IoT, in a nutshell, is both the hardware and software that allows ‘things’ to gather, transmit and analyse data. It is the devices that connect to one another using unique IP addresses as well as the network that enables that connectivity. It includes sensor-equipped assets, communication electronics as well as data capture and exchange software.
While machine-to-machine (M2M) communication is not new, with M2M networks dating back to the 1990s, IoT is much more than this. It builds upon M2M and mobile networks, incorporates radio-frequency identification (RFID) technologies and increasingly uses artificial intelligence (AI) and big data to make sense of the information gathered.
The realisation of IoT in the industrial space, referred to as ‘industrial IoT’ (IIoT), will be key to realising the fourth industrial revolution. IIoT itself falls under the umbrella of Industry 4.0, which broadly refers to the digitalisation of industrial markets. The German Ministry of Education and Research (BMBF) coined the term ‘Industry 4.0’ in 2011 as part of its smart manufacturing strategy. Since then the term has spread across the globe to Asia, with governments striving to stay ahead of this latest revolution.
This report focuses on four territories from the Asia-Pacific region – China, Hong Kong, India and Singapore – in order to provide greater insight into how the manufacturing and logistics sectors within each are embracing IIoT technologies. Greater industrial connectivity offers up unique opportunities for each of these four economies.

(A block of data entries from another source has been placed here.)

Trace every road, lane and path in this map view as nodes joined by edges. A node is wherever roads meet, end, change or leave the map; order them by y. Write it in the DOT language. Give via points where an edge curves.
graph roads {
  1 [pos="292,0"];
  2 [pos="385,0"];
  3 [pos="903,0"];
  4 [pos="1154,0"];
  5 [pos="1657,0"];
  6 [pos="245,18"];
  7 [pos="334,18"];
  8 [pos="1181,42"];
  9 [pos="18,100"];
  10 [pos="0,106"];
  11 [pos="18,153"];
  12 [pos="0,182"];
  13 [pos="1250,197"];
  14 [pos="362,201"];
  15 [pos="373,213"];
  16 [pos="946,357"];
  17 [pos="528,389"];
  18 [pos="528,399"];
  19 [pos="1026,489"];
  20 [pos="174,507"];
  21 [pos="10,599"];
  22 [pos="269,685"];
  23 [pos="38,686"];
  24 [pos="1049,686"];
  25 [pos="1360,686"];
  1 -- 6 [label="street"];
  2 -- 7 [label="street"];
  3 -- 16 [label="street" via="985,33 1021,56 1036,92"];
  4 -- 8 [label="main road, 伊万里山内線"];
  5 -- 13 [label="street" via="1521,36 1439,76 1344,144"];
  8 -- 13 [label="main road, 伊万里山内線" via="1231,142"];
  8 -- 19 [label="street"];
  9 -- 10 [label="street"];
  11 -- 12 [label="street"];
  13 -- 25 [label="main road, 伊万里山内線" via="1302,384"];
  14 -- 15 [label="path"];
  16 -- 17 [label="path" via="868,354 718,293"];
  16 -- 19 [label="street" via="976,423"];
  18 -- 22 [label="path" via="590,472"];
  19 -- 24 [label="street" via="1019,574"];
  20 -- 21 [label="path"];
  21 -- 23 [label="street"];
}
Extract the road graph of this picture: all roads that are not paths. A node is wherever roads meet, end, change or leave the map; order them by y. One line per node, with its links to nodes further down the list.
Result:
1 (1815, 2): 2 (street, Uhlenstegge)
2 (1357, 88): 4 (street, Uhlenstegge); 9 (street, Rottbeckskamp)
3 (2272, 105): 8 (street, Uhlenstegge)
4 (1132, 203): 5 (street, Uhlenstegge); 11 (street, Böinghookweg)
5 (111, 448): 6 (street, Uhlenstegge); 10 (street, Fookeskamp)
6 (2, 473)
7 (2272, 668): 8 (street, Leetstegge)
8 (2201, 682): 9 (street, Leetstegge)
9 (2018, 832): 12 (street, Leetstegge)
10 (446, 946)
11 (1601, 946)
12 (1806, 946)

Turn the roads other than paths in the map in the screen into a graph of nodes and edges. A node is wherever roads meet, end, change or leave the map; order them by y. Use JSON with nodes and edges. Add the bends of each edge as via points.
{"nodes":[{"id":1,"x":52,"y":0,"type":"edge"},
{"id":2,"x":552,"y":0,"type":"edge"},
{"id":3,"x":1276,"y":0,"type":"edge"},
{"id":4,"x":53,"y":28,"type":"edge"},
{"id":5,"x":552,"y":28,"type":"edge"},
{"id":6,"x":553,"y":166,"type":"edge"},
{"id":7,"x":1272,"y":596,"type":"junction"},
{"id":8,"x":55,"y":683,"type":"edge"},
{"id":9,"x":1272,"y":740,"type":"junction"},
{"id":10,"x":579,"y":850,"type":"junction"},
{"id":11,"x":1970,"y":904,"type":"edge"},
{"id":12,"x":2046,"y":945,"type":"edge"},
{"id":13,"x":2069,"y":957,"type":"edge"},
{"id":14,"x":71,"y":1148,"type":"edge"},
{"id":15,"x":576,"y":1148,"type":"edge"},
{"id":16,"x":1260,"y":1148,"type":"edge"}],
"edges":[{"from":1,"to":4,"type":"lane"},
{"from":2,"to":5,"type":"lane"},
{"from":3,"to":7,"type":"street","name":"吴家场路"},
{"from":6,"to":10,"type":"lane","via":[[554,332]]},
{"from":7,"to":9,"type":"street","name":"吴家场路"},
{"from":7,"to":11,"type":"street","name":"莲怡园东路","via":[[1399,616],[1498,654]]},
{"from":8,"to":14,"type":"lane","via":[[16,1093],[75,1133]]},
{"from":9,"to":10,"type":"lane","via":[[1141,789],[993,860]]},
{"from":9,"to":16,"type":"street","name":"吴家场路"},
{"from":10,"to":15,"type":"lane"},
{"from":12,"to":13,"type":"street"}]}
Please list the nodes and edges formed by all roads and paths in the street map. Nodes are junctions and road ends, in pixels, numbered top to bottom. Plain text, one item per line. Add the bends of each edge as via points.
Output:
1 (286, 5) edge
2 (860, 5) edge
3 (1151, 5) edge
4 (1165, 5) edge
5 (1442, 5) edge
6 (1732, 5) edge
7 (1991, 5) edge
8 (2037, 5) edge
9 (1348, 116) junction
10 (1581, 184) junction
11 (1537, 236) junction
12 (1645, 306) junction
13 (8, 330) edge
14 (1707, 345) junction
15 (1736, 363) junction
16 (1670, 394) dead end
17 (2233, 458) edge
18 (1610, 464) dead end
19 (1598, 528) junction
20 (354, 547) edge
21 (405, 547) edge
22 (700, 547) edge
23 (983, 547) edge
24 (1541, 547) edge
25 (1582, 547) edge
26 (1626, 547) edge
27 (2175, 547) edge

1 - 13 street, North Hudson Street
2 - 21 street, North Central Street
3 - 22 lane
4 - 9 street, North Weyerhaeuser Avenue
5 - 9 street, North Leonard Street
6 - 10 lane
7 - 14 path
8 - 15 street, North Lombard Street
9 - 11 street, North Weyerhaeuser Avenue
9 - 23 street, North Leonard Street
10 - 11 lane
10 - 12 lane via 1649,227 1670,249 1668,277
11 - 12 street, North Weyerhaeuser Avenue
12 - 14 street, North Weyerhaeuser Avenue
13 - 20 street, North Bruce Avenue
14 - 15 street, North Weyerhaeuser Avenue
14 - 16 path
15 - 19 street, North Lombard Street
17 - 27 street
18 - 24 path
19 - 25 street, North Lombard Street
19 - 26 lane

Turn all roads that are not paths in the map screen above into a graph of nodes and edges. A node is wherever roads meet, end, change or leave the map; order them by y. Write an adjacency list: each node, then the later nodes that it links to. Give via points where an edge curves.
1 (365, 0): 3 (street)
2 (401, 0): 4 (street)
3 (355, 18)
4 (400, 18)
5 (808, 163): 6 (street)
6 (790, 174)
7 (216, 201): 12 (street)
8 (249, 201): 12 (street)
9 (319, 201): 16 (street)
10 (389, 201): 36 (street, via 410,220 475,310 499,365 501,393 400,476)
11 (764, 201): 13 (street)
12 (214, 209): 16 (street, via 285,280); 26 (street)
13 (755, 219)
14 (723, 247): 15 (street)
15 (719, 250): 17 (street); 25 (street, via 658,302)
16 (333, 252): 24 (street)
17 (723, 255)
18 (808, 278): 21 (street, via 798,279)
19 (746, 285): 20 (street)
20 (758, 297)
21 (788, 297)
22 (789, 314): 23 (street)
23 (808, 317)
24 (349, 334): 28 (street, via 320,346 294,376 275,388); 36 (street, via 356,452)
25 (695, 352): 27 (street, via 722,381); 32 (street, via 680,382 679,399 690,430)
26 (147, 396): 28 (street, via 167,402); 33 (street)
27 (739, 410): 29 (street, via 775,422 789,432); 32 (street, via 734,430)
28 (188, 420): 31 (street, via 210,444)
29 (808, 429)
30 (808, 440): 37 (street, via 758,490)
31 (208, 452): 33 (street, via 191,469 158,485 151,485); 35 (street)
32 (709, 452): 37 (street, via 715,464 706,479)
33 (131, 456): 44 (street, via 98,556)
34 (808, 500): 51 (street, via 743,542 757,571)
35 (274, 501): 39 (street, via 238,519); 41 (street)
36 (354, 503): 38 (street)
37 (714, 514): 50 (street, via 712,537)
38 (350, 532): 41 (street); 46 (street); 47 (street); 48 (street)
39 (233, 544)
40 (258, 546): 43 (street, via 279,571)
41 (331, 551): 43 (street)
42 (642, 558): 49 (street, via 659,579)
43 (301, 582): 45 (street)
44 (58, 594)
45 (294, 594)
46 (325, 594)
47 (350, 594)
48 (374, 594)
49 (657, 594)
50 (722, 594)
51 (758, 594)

China perceives Industry 4.0 to be the answer to fundamental demographic and economic shifts that might otherwise spell long-term trouble for its manufacturing sector. Hong Kong, meanwhile, has launched its own ‘reindustrialisation’ campaign that will rely on IIoT to breathe new life into its manufacturing sector. India is embracing Industry 4.0 technologies in the hope of turning the country into an advanced manufacturing hub, delivering on the central government’s economic targets. Singapore, already a technological leader in the Asia-Pacific region, sees IIoT as a means of attracting new industrial investment and is positioning itself as a thought leader in the field.
As IIoT slowly penetrates Asia’s manufacturing sectors, factory owners will be presented with the choice of whether to invest now, later or not at all. Given the scope of change that greater device connectivity promises, those that opt not to enter the race at all are not just risking being left behind, but could vanish altogether in time.